**Task prompt:**
Give back every entry precisely as written, without any of the images.

━━━ Exercise materials

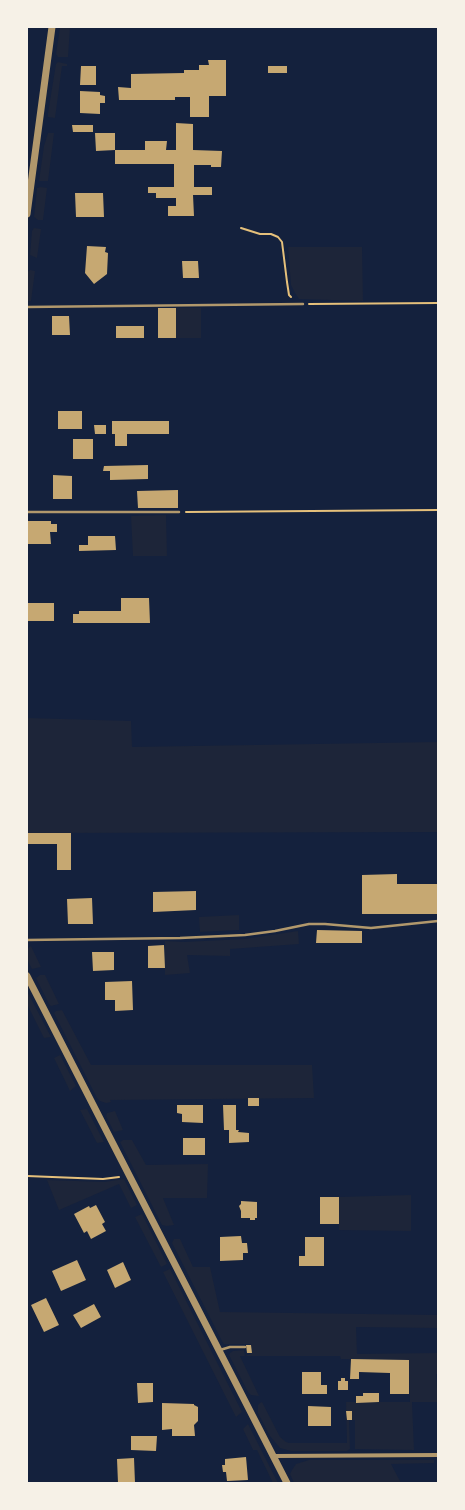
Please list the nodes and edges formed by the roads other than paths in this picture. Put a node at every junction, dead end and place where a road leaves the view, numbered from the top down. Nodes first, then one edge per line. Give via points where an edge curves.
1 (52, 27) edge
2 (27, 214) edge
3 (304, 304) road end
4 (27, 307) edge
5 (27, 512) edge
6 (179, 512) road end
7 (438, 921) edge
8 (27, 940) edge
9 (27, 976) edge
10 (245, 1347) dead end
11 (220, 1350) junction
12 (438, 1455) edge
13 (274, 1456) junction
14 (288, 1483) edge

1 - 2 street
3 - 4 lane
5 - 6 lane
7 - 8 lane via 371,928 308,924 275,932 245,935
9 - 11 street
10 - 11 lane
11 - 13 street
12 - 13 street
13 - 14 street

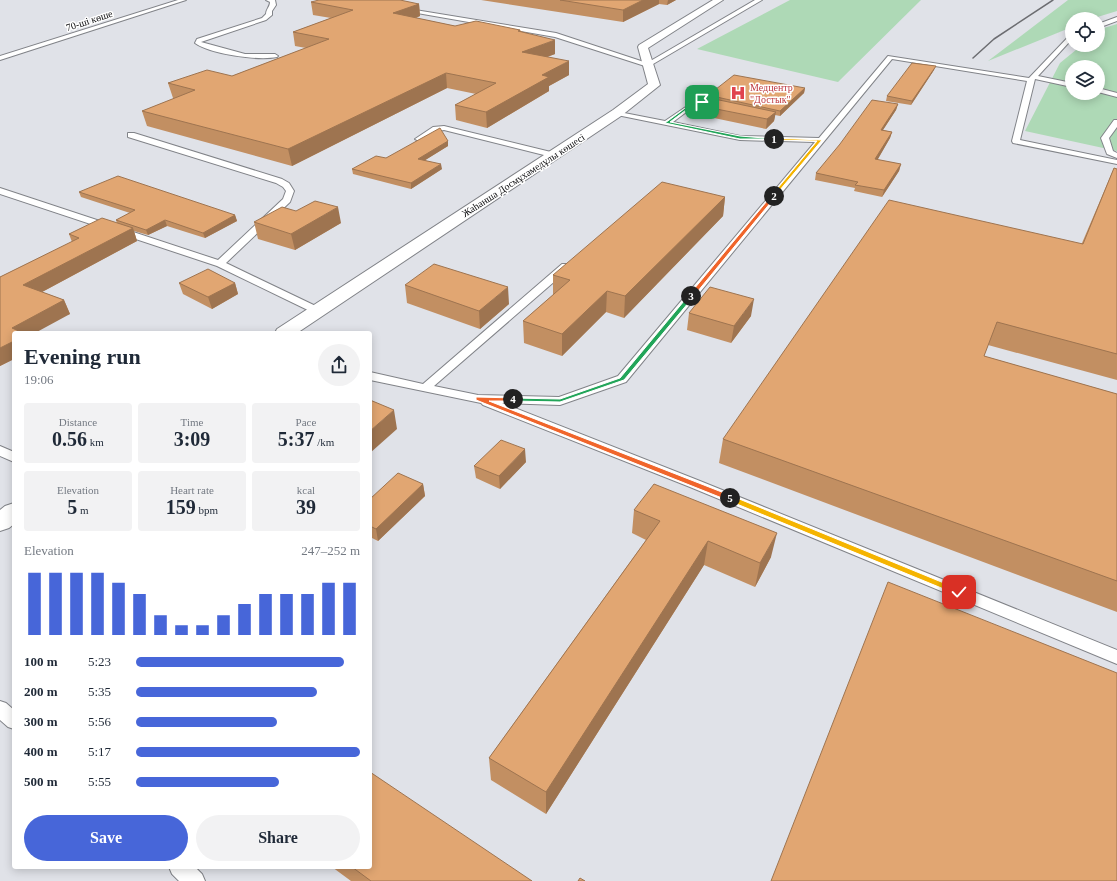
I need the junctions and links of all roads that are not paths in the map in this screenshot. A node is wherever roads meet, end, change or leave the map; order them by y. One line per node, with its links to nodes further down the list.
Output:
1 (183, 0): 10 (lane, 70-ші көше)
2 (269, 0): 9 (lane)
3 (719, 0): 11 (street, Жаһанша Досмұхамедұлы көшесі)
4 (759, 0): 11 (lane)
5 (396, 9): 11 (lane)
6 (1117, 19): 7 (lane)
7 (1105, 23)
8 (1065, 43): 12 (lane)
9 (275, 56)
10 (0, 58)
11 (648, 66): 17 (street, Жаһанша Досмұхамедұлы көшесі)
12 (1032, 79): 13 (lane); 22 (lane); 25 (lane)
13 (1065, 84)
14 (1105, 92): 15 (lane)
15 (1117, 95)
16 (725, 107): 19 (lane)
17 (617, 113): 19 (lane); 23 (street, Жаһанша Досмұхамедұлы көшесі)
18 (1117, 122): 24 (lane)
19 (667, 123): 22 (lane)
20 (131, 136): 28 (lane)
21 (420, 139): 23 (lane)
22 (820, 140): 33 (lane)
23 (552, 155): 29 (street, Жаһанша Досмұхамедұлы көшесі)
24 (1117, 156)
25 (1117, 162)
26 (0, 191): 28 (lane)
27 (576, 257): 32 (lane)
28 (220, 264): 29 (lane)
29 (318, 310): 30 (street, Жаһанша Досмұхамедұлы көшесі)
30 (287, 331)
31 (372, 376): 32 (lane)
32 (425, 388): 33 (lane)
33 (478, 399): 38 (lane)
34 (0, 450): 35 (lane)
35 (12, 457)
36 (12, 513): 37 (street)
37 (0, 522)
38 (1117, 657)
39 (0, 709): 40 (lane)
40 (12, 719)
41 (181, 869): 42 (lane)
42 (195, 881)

━━━━━━

**Response box:**
Please list the nodes and edges formed by the roads other than paths in this picture. Put a node at every junction, dead end and place where a road leaves the view, numbered from the top down. Nodes first, then one edge per line. Give via points where an edge curves.
1 (52, 27) edge
2 (27, 214) edge
3 (304, 304) road end
4 (27, 307) edge
5 (27, 512) edge
6 (179, 512) road end
7 (438, 921) edge
8 (27, 940) edge
9 (27, 976) edge
10 (245, 1347) dead end
11 (220, 1350) junction
12 (438, 1455) edge
13 (274, 1456) junction
14 (288, 1483) edge

1 - 2 street
3 - 4 lane
5 - 6 lane
7 - 8 lane via 371,928 308,924 275,932 245,935
9 - 11 street
10 - 11 lane
11 - 13 street
12 - 13 street
13 - 14 street

I need the junctions and links of all roads that are not paths in the map in this screenshot. A node is wherever roads meet, end, change or leave the map; order them by y. One line per node, with its links to nodes further down the list.
Output:
1 (183, 0): 10 (lane, 70-ші көше)
2 (269, 0): 9 (lane)
3 (719, 0): 11 (street, Жаһанша Досмұхамедұлы көшесі)
4 (759, 0): 11 (lane)
5 (396, 9): 11 (lane)
6 (1117, 19): 7 (lane)
7 (1105, 23)
8 (1065, 43): 12 (lane)
9 (275, 56)
10 (0, 58)
11 (648, 66): 17 (street, Жаһанша Досмұхамедұлы көшесі)
12 (1032, 79): 13 (lane); 22 (lane); 25 (lane)
13 (1065, 84)
14 (1105, 92): 15 (lane)
15 (1117, 95)
16 (725, 107): 19 (lane)
17 (617, 113): 19 (lane); 23 (street, Жаһанша Досмұхамедұлы көшесі)
18 (1117, 122): 24 (lane)
19 (667, 123): 22 (lane)
20 (131, 136): 28 (lane)
21 (420, 139): 23 (lane)
22 (820, 140): 33 (lane)
23 (552, 155): 29 (street, Жаһанша Досмұхамедұлы көшесі)
24 (1117, 156)
25 (1117, 162)
26 (0, 191): 28 (lane)
27 (576, 257): 32 (lane)
28 (220, 264): 29 (lane)
29 (318, 310): 30 (street, Жаһанша Досмұхамедұлы көшесі)
30 (287, 331)
31 (372, 376): 32 (lane)
32 (425, 388): 33 (lane)
33 (478, 399): 38 (lane)
34 (0, 450): 35 (lane)
35 (12, 457)
36 (12, 513): 37 (street)
37 (0, 522)
38 (1117, 657)
39 (0, 709): 40 (lane)
40 (12, 719)
41 (181, 869): 42 (lane)
42 (195, 881)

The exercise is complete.